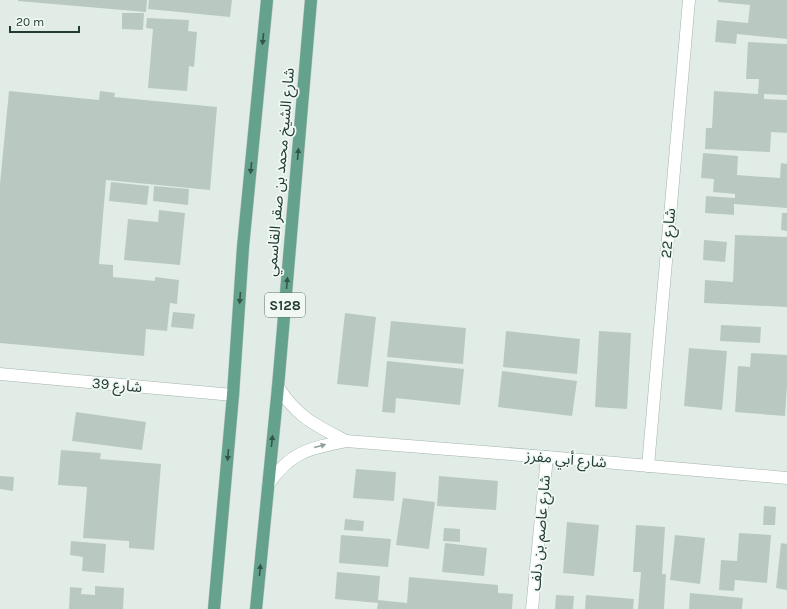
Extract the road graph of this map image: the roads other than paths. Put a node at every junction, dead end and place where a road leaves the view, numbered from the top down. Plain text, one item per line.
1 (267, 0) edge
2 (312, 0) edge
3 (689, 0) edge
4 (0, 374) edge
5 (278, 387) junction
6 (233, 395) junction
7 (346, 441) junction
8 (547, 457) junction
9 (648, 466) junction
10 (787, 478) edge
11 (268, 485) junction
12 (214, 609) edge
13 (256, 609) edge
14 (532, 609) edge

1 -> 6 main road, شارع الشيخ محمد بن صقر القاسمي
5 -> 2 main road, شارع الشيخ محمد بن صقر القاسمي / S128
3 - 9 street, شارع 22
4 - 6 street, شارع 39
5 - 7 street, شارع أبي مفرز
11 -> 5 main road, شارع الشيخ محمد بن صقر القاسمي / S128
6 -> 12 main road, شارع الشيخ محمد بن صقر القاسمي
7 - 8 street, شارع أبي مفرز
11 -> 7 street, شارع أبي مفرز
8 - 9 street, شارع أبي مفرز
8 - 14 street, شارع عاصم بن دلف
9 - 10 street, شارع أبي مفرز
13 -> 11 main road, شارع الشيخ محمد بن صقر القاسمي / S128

________________

If an entry contains an image, print the rest of that entry exactly and leave the image out.

Extract the road graph of this map image: the roads other than paths. Put a node at every junction, dead end and place where a road leaves the view, numbered from the top down. Plain text, one item per line.
1 (267, 0) edge
2 (312, 0) edge
3 (689, 0) edge
4 (0, 374) edge
5 (278, 387) junction
6 (233, 395) junction
7 (346, 441) junction
8 (547, 457) junction
9 (648, 466) junction
10 (787, 478) edge
11 (268, 485) junction
12 (214, 609) edge
13 (256, 609) edge
14 (532, 609) edge

1 -> 6 main road, شارع الشيخ محمد بن صقر القاسمي
5 -> 2 main road, شارع الشيخ محمد بن صقر القاسمي / S128
3 - 9 street, شارع 22
4 - 6 street, شارع 39
5 - 7 street, شارع أبي مفرز
11 -> 5 main road, شارع الشيخ محمد بن صقر القاسمي / S128
6 -> 12 main road, شارع الشيخ محمد بن صقر القاسمي
7 - 8 street, شارع أبي مفرز
11 -> 7 street, شارع أبي مفرز
8 - 9 street, شارع أبي مفرز
8 - 14 street, شارع عاصم بن دلف
9 - 10 street, شارع أبي مفرز
13 -> 11 main road, شارع الشيخ محمد بن صقر القاسمي / S128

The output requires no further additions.